Does block scoping dealloc the space (i,e adjust the stack pointer)? I thought all the space to the func is always allocated on entry and while destructors may be called or variables lose scoping, the stack isn't shrunk. – Holton 14/2, 2019 at 16:5

@FrançoisAndrieux: turned those comments into an answer. It doesn't directly answer the question, but discussing how compilers allocate stack is certainly relevant. – Piercy 15/2, 2019 at 2:52

This has been one of the most productive SO questions I've ever asked (bonus: not a single - your doing it wrong/over optimizing answer either!) – Holton 16/2, 2019 at 6:29

Yes, the decision to inline or not depends on the complexity of the function, its stack and registers usage and the context in which the call is made. The rules are compiler- and target platform-dependent. Always check the generated assembly when performance matters.
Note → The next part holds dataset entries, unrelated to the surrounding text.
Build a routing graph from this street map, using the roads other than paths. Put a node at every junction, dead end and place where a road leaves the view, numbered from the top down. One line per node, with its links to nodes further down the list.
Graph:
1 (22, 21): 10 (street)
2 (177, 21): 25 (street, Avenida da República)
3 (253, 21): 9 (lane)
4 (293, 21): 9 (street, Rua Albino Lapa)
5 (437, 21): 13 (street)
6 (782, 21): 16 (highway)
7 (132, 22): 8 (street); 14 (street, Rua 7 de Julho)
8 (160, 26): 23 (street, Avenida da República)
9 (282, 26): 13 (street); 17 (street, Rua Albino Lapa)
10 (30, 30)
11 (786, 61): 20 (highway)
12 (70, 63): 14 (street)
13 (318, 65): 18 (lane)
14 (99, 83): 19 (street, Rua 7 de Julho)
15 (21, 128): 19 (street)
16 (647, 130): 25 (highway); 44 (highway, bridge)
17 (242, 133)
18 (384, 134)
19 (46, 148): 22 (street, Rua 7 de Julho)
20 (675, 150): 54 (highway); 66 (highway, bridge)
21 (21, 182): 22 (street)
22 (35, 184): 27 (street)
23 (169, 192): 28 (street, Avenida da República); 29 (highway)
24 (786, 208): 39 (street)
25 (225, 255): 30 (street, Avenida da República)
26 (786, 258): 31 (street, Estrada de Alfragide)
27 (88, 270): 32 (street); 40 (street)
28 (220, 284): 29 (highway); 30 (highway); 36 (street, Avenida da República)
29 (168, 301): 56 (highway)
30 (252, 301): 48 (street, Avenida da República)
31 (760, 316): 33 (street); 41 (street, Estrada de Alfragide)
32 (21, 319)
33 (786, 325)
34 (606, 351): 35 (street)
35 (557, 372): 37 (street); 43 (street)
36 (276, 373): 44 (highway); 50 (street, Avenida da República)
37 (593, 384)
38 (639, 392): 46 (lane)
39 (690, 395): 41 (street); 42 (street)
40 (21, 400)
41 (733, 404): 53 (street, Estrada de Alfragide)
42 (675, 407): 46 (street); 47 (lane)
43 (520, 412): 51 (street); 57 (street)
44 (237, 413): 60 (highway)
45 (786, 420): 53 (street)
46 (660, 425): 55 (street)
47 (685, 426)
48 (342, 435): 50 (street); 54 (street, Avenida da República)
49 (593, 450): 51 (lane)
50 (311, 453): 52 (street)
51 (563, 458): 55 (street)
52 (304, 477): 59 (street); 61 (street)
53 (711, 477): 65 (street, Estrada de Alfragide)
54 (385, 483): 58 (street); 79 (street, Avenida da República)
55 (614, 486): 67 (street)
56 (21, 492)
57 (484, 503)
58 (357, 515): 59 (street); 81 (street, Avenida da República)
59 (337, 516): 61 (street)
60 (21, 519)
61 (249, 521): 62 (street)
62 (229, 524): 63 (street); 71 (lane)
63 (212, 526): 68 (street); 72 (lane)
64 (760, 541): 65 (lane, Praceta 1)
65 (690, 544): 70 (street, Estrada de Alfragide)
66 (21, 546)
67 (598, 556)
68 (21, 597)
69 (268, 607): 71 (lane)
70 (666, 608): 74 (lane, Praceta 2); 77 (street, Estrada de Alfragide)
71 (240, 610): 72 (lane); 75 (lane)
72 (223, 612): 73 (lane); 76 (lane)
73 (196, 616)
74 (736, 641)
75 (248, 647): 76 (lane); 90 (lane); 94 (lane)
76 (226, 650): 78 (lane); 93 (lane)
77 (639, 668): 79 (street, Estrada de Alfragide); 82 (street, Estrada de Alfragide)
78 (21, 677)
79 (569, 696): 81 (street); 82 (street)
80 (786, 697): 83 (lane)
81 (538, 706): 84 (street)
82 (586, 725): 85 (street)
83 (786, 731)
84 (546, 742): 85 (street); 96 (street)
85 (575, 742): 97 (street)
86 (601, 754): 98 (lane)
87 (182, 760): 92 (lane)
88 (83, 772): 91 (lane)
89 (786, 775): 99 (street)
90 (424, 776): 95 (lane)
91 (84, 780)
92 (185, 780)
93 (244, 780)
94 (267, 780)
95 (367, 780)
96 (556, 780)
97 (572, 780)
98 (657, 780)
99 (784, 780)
Compare this version with a 10000-char array not being inlined (GCC 8.2, x64, -O2):

inline int inlineme(int args) {
  char svar[10000];

  return stringyfunc(args, svar);
}

int test(int x) {
    return inlineme(x);
}

Generated assembly:

inlineme(int):
        sub     rsp, 10008
        mov     rsi, rsp
        call    stringyfunc(int, char*)
        add     rsp, 10008
        ret
test(int):
        jmp     inlineme(int)

with this one with a much smaller 10-char array, which is inlined:

inline int inlineme(int args) {
  char svar[10];

  return stringyfunc(args, svar);
}

int test(int x) {
    return inlineme(x);
}

Generated assembly:

test(int):
        sub     rsp, 24
        lea     rsi, [rsp+6]
        call    stringyfunc(int, char*)
        add     rsp, 24
        ret

Dithionite answered 14/2, 2019 at 16:7 Comment(4)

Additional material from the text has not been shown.